Initially, it seemed that the fact that the principle of substantial equivalence played a significant part in the regulatory framework on both sides of the Atlantic, might lead to a straightforward 'harmonisation' of trading laws, as desired by the WTO. However, a combination of the very different starting assumptions and the negative public response in Europe led to two very different outcomes.
In the late 1990s, at the same time as international legislative bodies were developing policies based on the principal of substantial equivalence, it was becoming a key point of criticism from non-Governmental organisations (NGOs) and activists. The concept was attacked for downplaying the novelty of the transgenic products. Importantly, it was derided as vague and open to interpretation. We shall return to these points of criticism below.
In 1996-97 shipments containing American GM maize and soybeans were providing a focus of opposition to the opponents of GM food in Europe. By the year 2000, activists had successfully lobbied the major European supermarket chains into dropping GM products.
The widespread public opposition to GM in Europe provided the context for what became a much stricter interpretation of substantial equivalence. In early 1997, the UK Advisory Committee on Novel Foods and Processes (ACNFP) approved the use of a number of Bt maize products for use in processed food. The ACNFP had accepted that the products were only different from normal maize products in that they contained the Bt protein. The Bt protein was deemed safe, conventional maize was already accepted to be safe and therefore the new products were approved.

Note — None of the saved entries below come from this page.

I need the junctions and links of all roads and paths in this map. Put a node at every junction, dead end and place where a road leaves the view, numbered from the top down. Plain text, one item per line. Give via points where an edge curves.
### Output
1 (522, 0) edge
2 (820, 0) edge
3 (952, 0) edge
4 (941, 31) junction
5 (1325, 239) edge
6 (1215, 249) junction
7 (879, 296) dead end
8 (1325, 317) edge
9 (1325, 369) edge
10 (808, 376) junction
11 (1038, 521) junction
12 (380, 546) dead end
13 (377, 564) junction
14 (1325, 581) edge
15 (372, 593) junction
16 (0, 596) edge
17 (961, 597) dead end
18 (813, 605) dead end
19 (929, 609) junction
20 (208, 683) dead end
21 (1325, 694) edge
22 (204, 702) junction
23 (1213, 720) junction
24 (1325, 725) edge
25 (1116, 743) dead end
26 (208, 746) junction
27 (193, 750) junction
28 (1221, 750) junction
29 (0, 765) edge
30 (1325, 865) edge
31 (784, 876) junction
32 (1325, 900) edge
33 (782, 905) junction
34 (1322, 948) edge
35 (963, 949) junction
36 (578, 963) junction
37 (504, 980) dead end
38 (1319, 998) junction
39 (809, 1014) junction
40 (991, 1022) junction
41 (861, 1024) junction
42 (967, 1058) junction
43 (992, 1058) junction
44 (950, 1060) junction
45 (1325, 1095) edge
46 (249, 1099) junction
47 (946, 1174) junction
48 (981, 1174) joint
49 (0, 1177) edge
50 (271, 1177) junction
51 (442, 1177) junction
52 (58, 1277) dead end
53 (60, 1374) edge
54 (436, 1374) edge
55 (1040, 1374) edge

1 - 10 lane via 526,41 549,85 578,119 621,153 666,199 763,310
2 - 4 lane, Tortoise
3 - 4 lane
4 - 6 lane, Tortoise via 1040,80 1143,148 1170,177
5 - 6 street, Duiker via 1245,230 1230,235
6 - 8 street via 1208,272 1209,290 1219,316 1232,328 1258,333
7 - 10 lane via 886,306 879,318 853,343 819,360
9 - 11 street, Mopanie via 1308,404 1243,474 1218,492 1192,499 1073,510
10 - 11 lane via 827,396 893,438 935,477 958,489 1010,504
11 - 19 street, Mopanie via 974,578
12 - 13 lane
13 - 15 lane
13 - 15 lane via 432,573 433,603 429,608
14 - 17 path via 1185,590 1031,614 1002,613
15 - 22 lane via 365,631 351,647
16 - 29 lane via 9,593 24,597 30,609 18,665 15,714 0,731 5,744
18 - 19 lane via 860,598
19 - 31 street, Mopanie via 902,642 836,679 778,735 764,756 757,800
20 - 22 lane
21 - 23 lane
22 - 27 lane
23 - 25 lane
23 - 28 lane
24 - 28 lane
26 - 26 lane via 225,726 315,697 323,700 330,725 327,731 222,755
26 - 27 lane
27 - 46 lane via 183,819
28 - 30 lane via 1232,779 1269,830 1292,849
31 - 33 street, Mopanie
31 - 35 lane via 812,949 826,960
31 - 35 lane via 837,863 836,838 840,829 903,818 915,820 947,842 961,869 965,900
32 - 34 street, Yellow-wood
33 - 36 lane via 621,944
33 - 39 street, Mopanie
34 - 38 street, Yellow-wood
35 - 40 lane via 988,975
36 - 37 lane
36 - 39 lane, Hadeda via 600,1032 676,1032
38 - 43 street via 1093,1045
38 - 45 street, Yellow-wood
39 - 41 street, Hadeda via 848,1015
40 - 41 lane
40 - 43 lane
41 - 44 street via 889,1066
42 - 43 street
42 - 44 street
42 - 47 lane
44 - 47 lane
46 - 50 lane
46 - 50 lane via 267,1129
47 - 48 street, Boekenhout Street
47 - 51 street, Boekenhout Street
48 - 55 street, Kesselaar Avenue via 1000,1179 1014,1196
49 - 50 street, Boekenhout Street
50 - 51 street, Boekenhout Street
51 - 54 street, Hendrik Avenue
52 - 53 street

In focusing solely on the protein product produced by the transgene, the Bt protein, what assumptions were being made?
There was an implicit assumption that transferred genes/DNA sequences (the gene encoding the Bt protein; the selectable marker genes, like antibiotic resistance genes; and promoters, like the CaMV sequence) pose no threat. To be fair, the approval was for processed food, so it was unlikely that intact genes remained in the products.

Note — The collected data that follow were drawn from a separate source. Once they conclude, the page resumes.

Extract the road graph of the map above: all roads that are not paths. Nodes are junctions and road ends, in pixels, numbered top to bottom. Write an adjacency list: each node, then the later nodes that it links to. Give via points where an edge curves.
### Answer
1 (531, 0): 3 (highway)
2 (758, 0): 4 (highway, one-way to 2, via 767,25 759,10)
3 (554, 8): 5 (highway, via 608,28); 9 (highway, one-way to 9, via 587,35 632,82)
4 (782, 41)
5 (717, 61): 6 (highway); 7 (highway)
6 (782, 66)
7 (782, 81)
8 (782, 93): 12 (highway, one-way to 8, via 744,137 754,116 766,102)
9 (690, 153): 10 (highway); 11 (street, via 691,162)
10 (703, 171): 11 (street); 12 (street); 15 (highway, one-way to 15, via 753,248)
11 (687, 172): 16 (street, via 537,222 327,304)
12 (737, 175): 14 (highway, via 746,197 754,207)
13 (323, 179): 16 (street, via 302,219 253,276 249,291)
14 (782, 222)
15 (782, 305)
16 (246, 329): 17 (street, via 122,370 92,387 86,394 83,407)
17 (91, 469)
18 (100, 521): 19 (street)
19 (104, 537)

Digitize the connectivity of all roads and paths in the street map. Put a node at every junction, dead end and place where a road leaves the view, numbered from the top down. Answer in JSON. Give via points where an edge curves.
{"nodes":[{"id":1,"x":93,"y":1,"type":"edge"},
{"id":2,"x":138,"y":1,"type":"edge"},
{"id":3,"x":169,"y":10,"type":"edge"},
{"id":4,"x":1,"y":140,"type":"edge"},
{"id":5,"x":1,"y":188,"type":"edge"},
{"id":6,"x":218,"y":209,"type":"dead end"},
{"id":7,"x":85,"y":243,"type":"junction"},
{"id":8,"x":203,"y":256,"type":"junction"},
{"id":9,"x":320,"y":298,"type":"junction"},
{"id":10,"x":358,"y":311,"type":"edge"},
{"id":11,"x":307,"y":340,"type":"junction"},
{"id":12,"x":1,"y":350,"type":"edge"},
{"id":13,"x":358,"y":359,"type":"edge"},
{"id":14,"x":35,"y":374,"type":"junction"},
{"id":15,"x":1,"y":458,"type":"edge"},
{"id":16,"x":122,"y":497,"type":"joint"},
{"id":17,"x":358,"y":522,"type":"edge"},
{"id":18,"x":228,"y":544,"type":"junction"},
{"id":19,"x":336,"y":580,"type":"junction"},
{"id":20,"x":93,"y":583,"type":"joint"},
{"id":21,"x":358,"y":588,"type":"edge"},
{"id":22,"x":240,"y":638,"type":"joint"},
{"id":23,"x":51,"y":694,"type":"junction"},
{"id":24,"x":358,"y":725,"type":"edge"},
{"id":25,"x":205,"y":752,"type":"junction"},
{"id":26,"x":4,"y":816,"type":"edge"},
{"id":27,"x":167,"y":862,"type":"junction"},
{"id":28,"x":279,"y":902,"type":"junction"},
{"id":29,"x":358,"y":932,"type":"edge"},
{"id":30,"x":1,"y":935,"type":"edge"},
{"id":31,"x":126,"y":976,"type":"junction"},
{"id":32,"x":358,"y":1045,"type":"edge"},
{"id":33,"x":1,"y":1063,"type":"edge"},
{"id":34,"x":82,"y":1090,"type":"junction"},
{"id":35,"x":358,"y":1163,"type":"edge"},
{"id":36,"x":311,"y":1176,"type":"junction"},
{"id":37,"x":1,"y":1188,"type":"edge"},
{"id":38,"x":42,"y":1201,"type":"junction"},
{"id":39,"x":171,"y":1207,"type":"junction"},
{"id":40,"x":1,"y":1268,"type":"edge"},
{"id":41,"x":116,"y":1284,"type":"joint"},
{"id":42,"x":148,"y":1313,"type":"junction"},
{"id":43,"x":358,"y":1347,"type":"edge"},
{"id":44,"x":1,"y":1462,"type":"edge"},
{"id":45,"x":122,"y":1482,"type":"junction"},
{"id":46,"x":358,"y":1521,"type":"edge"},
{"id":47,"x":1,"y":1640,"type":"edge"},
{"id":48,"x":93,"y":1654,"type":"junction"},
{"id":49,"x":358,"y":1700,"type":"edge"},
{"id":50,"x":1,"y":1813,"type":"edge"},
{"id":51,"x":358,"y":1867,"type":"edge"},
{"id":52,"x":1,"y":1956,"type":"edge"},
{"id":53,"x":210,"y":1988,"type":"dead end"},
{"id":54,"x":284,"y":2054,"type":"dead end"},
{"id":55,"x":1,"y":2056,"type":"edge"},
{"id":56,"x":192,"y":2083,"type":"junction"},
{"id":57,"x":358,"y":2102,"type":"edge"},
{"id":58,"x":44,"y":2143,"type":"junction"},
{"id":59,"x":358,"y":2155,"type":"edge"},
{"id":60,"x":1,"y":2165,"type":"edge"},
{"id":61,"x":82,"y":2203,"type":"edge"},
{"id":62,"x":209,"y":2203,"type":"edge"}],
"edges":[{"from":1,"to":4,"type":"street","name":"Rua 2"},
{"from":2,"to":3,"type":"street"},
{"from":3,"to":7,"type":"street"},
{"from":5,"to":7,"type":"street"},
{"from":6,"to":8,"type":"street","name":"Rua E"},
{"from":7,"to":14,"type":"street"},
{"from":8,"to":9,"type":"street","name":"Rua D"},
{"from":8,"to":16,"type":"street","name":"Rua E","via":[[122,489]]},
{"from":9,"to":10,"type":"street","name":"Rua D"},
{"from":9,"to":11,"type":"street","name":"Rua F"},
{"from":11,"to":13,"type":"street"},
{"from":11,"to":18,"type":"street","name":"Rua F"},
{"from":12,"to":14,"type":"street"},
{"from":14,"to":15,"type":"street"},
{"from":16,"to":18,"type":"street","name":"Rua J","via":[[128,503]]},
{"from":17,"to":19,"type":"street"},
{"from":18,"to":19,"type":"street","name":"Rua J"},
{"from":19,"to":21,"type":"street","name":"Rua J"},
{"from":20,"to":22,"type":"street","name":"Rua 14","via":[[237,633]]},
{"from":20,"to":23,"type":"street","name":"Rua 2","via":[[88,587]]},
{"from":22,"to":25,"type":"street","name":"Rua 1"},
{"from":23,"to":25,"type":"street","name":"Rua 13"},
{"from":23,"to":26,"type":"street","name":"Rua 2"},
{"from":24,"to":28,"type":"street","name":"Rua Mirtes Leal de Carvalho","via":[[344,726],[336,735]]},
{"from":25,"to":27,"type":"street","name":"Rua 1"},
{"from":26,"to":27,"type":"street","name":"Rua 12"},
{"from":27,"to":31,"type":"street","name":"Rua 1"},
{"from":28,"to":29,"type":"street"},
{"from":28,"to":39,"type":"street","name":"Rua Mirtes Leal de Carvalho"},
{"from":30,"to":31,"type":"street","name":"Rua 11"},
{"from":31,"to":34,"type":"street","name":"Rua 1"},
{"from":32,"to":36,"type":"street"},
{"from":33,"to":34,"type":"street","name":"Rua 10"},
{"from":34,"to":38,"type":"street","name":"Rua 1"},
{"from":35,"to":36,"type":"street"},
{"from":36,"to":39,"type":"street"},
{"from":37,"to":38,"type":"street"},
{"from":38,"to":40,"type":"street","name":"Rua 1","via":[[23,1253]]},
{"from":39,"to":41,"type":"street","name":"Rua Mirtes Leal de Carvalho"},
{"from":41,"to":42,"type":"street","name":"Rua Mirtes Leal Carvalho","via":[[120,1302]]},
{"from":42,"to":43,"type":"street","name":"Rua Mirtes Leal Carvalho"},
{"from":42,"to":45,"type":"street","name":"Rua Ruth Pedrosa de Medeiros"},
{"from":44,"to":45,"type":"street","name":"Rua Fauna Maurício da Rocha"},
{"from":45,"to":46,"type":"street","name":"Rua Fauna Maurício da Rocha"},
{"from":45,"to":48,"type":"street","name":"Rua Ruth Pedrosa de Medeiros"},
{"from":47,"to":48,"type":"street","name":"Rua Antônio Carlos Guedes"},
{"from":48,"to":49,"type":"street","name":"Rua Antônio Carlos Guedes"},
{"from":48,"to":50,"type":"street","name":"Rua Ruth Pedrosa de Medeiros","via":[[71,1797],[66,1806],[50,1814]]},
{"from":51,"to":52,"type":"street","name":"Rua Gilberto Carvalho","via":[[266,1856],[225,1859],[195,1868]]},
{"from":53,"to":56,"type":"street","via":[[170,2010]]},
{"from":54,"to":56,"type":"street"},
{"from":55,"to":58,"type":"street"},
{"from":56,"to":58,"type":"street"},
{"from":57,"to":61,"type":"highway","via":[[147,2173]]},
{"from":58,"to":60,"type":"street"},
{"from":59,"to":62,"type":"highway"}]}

By late 1997, and the passing of the EU Novel Food Regulation, the ACNFP was using a much tighter definition of substantial equivalence. A few months later, a member of the ACNFP described how the committee tightened its definition of substantial equivalence:
If we must use that criterion alone, then we will tighten its definition. In MAFF's [Ministry of Agriculture, Fisheries and Food] view, a food cannot be regarded as substantially equivalent if it contains any intact GM DNA, so the product must be highly refined to ensure that all the DNA has been denatured.
In the context of widespread public suspicion of GM throughout Europe, this change in interpretation rapidly became official EU policy. What had been designed as an accelerated way of approving new products that could be demonstrated to be substantially equivalent, had become a barrier to approval - the new foods had to demonstrably contain no modified DNA, or any of the protein products of that modified DNA.